### WHAT IS EXPECTED
Give the entries again, exactly as they stand.
##### RECORD SET
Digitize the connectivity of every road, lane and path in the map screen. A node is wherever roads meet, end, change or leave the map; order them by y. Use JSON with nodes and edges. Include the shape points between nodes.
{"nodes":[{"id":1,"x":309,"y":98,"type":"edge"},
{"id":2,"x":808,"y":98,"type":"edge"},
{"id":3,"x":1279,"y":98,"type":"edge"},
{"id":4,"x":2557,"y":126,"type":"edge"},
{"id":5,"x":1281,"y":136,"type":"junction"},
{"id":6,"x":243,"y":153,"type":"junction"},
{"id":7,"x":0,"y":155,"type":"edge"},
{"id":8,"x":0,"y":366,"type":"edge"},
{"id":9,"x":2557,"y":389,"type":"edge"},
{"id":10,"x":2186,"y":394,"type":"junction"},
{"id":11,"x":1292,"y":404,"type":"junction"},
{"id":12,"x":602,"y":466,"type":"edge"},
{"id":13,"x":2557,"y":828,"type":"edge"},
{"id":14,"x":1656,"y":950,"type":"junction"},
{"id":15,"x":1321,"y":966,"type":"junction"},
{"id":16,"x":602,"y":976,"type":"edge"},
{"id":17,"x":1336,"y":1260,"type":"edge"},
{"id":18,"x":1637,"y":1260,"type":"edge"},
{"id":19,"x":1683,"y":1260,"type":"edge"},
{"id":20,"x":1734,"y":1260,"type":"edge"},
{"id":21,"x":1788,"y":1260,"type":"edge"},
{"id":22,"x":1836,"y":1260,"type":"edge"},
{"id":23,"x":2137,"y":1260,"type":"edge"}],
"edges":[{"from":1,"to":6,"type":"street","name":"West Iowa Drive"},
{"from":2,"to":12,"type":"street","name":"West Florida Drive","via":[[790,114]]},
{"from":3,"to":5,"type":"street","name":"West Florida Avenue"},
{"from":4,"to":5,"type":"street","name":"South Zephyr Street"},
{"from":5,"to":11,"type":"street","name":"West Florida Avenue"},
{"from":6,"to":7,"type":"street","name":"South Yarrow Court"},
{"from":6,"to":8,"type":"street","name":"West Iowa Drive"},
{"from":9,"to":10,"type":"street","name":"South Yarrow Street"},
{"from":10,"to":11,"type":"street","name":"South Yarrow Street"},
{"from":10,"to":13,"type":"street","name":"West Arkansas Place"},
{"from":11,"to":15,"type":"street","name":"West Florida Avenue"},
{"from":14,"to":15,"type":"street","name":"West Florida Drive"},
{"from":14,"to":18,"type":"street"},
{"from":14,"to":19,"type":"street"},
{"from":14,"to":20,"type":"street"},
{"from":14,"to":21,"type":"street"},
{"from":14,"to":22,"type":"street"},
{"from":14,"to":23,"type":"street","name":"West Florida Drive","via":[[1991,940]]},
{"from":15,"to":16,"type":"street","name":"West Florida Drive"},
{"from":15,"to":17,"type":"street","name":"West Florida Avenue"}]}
##########
### SOLUTION TO THIS TASK
Digitize the connectivity of every road, lane and path in the map screen. A node is wherever roads meet, end, change or leave the map; order them by y. Use JSON with nodes and edges. Include the shape points between nodes.
{"nodes":[{"id":1,"x":309,"y":98,"type":"edge"},
{"id":2,"x":808,"y":98,"type":"edge"},
{"id":3,"x":1279,"y":98,"type":"edge"},
{"id":4,"x":2557,"y":126,"type":"edge"},
{"id":5,"x":1281,"y":136,"type":"junction"},
{"id":6,"x":243,"y":153,"type":"junction"},
{"id":7,"x":0,"y":155,"type":"edge"},
{"id":8,"x":0,"y":366,"type":"edge"},
{"id":9,"x":2557,"y":389,"type":"edge"},
{"id":10,"x":2186,"y":394,"type":"junction"},
{"id":11,"x":1292,"y":404,"type":"junction"},
{"id":12,"x":602,"y":466,"type":"edge"},
{"id":13,"x":2557,"y":828,"type":"edge"},
{"id":14,"x":1656,"y":950,"type":"junction"},
{"id":15,"x":1321,"y":966,"type":"junction"},
{"id":16,"x":602,"y":976,"type":"edge"},
{"id":17,"x":1336,"y":1260,"type":"edge"},
{"id":18,"x":1637,"y":1260,"type":"edge"},
{"id":19,"x":1683,"y":1260,"type":"edge"},
{"id":20,"x":1734,"y":1260,"type":"edge"},
{"id":21,"x":1788,"y":1260,"type":"edge"},
{"id":22,"x":1836,"y":1260,"type":"edge"},
{"id":23,"x":2137,"y":1260,"type":"edge"}],
"edges":[{"from":1,"to":6,"type":"street","name":"West Iowa Drive"},
{"from":2,"to":12,"type":"street","name":"West Florida Drive","via":[[790,114]]},
{"from":3,"to":5,"type":"street","name":"West Florida Avenue"},
{"from":4,"to":5,"type":"street","name":"South Zephyr Street"},
{"from":5,"to":11,"type":"street","name":"West Florida Avenue"},
{"from":6,"to":7,"type":"street","name":"South Yarrow Court"},
{"from":6,"to":8,"type":"street","name":"West Iowa Drive"},
{"from":9,"to":10,"type":"street","name":"South Yarrow Street"},
{"from":10,"to":11,"type":"street","name":"South Yarrow Street"},
{"from":10,"to":13,"type":"street","name":"West Arkansas Place"},
{"from":11,"to":15,"type":"street","name":"West Florida Avenue"},
{"from":14,"to":15,"type":"street","name":"West Florida Drive"},
{"from":14,"to":18,"type":"street"},
{"from":14,"to":19,"type":"street"},
{"from":14,"to":20,"type":"street"},
{"from":14,"to":21,"type":"street"},
{"from":14,"to":22,"type":"street"},
{"from":14,"to":23,"type":"street","name":"West Florida Drive","via":[[1991,940]]},
{"from":15,"to":16,"type":"street","name":"West Florida Drive"},
{"from":15,"to":17,"type":"street","name":"West Florida Avenue"}]}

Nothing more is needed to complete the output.